- Born: John M. Steane 3 May 1931 Balham, London, England
- Died: 12 April 2024 (aged 92)
- Education: Dulwich College Magdalen College, Oxford
- Occupations: Headmaster, archaeologist
- Employer(s): Kettering Grammar School Oxfordshire County Council Kellogg College, Oxford
- Known for: Archaeology
- Notable work: The Archaeology of Medieval England and Wales (1984) The Archaeology of the Medieval English Monarchy (1993)
- Spouse(s): Nina Carroll, remarried after Nina's death to Elaine Steane MBE (nee Fullard)
- Children: 3 (1 son, 2 daughters)

= John Steane (archaeologist) =

British headmaster, archaeologist, and author (1931–2024)

John M. Steane (3 May 1931 – 12 April 2024) was a British headmaster and archaeologist.

==Early life and career==
John Steane was born in Balham, London on 3 May 1931. He was educated at Dulwich College and then Magdalen College, Oxford, where he studied for a degree in Modern History.

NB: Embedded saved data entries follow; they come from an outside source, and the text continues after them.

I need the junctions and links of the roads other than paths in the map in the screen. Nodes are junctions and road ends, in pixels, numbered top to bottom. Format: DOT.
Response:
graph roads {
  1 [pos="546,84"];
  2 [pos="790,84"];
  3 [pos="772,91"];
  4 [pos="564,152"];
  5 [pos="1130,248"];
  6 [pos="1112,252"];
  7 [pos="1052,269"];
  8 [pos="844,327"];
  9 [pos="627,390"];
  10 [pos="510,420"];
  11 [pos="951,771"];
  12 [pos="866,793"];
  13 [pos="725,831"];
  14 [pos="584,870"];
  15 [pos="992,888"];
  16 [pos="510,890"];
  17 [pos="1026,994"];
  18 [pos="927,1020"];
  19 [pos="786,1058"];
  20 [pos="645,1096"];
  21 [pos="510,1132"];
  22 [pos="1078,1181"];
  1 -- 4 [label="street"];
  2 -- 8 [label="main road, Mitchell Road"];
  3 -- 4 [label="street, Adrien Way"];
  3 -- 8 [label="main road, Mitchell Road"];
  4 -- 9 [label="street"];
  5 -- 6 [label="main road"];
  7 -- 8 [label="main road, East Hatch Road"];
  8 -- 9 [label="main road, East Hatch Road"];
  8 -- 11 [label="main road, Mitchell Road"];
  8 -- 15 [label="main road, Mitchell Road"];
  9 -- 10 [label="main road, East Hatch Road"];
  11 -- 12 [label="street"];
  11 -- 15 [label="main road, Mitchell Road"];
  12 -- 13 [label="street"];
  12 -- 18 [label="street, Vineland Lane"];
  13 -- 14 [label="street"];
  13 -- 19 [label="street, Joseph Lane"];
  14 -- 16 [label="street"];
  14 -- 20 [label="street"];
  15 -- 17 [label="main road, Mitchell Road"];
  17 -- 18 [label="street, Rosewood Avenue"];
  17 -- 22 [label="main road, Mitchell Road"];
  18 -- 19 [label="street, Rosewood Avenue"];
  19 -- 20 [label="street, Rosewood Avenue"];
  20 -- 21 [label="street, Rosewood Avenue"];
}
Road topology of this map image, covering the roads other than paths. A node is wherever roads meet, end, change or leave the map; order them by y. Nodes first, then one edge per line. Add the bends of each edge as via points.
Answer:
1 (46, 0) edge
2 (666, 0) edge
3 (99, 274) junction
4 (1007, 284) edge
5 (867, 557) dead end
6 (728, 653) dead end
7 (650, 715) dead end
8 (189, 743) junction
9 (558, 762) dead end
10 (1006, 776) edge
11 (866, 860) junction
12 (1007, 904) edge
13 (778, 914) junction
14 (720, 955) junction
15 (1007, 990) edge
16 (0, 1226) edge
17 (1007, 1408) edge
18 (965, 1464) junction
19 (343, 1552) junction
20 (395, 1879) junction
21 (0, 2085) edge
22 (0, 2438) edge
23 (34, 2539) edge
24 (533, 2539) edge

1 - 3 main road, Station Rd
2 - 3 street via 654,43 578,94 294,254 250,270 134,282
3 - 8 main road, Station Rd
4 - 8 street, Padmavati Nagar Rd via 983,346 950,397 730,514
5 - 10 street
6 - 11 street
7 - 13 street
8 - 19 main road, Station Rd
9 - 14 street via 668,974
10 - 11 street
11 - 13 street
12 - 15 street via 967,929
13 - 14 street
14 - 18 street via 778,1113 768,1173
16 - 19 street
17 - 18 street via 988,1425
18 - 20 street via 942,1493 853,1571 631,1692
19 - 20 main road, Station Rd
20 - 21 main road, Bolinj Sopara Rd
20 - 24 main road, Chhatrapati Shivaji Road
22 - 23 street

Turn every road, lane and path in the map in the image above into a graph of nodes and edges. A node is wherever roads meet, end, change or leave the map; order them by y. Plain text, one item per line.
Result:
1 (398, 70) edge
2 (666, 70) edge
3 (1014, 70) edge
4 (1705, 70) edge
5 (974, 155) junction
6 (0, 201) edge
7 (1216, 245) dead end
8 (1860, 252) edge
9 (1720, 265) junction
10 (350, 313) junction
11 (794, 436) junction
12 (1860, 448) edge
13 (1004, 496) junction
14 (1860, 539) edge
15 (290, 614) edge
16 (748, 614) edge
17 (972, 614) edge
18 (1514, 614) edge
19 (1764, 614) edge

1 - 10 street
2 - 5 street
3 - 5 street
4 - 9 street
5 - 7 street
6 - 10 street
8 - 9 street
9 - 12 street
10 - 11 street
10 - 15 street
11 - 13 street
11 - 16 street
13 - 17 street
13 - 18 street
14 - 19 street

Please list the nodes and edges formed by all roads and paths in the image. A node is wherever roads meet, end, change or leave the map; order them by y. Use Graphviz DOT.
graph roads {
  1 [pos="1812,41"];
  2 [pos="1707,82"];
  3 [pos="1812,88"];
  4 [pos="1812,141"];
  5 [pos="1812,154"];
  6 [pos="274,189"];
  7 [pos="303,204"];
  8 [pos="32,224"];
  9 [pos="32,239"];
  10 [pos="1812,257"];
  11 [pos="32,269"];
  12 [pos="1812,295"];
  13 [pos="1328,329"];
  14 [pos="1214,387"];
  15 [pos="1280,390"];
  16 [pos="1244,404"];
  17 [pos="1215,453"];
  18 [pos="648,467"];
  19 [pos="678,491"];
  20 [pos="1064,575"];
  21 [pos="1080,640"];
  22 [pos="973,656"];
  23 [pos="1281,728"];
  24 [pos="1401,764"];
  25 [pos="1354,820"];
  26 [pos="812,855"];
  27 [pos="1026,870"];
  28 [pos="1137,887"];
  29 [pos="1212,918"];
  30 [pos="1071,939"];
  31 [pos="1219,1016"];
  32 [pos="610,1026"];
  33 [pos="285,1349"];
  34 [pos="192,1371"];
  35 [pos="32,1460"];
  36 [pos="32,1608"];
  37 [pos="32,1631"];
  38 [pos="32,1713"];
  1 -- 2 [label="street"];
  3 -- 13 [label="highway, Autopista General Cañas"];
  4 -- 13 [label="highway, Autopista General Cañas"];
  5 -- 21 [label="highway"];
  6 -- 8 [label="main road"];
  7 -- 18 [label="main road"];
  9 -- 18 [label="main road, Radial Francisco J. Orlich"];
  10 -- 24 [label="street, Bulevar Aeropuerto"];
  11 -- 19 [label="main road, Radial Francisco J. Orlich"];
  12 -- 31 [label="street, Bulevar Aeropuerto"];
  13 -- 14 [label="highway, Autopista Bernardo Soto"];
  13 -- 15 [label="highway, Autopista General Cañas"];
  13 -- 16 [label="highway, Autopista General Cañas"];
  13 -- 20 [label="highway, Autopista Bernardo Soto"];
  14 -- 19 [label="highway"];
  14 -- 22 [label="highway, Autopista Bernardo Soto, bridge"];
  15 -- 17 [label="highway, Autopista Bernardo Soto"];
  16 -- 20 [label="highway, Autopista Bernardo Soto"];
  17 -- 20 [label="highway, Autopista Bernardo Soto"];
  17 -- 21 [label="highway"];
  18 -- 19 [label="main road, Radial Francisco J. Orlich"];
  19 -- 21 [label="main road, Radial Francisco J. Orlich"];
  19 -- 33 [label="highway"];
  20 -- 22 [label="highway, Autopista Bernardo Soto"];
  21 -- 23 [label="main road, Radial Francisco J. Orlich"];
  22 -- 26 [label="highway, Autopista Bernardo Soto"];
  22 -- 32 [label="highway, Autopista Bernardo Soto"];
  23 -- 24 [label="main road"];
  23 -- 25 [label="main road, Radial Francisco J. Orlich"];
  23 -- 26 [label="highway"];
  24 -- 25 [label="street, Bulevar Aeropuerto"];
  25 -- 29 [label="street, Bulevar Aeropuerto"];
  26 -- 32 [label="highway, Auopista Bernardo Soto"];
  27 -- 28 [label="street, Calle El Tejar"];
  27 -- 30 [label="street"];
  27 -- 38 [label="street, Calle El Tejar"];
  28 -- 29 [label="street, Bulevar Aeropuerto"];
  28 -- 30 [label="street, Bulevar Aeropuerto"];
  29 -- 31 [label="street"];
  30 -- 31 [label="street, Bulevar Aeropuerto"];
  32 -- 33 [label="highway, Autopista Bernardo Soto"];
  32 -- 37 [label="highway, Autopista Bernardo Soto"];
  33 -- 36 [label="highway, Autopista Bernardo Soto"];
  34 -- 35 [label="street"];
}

From 1964 to 1976, Steane was Headmaster of Kettering Grammar School. He then became County Archaeologist for Oxfordshire during 1976–1990). He was also a consultant archaeologist and part-time tutor at Kellogg College, Oxford, within the Oxford University Department for Continuing Education.

Steane undertook research into various aspects of the historic landscape, such as fishponds, palaces, and parks. He was the author of the following books:

- The Northamptonshire Landscape (1974)
- Peopling Past Landscapes (with B.F. Dix, 1978)
- The Archaeology of Medieval England and Wales (1984)
- The Archaeology of the Medieval English Monarchy (1993)
- Oxfordshire (1996)
- The Archaeology of Power (2001)
- Traditional Buildings in the Oxford Region c.1300–1840 (2013)

Steane also exhibited watercolours and drawings. Steane was a Fellow of the Society of Antiquaries and a member of the Institute of Field Archaeologists.

==Personal life and death==
John Steane was married to the painter Nina Carroll (1932–1990) and they had three children together. He died on 12 April 2024, at the age of 92.